• _About this task_
Copy each line below that includes "Star".

• _Saved entries_
►
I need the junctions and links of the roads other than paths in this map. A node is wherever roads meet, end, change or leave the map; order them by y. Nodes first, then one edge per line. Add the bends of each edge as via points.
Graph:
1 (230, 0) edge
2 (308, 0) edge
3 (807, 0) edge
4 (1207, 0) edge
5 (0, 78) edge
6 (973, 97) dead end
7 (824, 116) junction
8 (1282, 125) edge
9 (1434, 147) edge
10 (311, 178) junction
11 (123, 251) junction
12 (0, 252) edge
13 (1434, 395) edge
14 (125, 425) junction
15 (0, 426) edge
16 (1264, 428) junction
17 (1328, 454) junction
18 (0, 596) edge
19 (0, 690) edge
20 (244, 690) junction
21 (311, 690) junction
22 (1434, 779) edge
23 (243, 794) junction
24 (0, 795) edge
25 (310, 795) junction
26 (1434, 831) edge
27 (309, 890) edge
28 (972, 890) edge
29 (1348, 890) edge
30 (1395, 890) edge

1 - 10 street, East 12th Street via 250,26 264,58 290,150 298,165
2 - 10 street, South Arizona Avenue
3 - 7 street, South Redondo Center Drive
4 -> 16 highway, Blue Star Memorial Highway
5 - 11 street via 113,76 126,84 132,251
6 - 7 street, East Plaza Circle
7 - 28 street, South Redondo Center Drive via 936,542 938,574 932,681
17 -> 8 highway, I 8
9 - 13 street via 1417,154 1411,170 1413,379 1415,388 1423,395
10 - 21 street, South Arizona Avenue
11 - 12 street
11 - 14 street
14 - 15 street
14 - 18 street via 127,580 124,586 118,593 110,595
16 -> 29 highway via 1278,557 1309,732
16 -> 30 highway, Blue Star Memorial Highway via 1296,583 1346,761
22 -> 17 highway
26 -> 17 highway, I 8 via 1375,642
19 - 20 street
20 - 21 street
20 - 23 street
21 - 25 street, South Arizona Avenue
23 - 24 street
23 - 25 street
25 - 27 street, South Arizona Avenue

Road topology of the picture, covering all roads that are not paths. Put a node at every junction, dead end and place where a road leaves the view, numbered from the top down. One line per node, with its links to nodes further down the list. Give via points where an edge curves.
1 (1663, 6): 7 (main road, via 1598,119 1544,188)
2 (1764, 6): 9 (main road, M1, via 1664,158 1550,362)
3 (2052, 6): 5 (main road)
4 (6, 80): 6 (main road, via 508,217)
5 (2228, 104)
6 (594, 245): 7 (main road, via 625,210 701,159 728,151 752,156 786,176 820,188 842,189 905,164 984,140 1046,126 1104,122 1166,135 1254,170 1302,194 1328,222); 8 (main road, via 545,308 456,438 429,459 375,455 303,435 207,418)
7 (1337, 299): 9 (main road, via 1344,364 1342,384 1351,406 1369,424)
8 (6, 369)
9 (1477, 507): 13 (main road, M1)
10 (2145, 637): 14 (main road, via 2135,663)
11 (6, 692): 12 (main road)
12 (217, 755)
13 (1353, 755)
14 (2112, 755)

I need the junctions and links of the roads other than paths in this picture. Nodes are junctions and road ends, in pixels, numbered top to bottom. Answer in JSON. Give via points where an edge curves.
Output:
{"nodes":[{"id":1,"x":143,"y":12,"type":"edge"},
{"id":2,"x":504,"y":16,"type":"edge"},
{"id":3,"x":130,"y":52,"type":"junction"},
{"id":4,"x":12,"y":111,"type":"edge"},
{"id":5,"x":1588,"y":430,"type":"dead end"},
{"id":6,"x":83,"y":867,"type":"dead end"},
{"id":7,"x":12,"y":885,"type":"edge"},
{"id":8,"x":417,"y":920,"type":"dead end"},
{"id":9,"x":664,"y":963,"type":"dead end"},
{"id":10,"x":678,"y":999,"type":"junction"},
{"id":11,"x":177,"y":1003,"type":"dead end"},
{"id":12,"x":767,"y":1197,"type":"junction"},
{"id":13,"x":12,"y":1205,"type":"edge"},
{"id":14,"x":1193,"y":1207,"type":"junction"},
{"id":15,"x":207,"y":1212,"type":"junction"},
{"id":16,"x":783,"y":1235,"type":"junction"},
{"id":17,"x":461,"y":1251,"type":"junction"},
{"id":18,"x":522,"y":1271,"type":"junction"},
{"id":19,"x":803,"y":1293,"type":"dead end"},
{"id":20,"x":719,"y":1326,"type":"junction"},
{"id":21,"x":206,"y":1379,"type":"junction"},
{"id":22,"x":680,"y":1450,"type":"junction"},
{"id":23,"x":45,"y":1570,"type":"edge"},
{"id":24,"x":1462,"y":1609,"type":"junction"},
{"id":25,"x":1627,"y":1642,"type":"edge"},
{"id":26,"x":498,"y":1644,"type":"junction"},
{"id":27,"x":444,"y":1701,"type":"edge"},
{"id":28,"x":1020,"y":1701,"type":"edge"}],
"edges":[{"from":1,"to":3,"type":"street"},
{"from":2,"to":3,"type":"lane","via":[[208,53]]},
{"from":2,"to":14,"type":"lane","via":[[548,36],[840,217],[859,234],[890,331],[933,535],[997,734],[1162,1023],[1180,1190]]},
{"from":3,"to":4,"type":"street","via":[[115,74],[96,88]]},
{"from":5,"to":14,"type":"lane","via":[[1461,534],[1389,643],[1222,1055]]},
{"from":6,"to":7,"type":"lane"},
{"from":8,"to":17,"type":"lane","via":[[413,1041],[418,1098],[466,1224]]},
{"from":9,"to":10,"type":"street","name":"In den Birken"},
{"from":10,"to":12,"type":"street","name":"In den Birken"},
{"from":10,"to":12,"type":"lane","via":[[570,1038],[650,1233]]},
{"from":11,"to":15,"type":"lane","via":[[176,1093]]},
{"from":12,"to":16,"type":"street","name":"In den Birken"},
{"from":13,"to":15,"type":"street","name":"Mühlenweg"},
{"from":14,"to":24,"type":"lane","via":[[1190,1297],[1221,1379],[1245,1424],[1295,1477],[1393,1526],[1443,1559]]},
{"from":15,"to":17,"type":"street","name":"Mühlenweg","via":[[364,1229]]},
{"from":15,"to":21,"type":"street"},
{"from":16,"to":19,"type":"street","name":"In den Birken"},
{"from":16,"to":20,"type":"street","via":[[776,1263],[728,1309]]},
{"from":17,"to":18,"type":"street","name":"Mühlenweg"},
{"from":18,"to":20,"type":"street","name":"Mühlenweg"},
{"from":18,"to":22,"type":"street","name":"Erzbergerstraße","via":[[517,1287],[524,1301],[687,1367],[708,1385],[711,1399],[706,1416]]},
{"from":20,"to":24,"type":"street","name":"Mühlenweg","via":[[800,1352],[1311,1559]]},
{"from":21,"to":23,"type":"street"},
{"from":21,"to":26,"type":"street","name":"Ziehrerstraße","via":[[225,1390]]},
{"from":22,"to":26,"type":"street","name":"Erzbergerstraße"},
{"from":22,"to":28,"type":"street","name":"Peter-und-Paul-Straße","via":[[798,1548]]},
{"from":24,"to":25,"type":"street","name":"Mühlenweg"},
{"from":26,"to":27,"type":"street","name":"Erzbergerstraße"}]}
◄
• _Your response_
4 -> 16 highway, Blue Star Memorial Highway
16 -> 30 highway, Blue Star Memorial Highway via 1296,583 1346,761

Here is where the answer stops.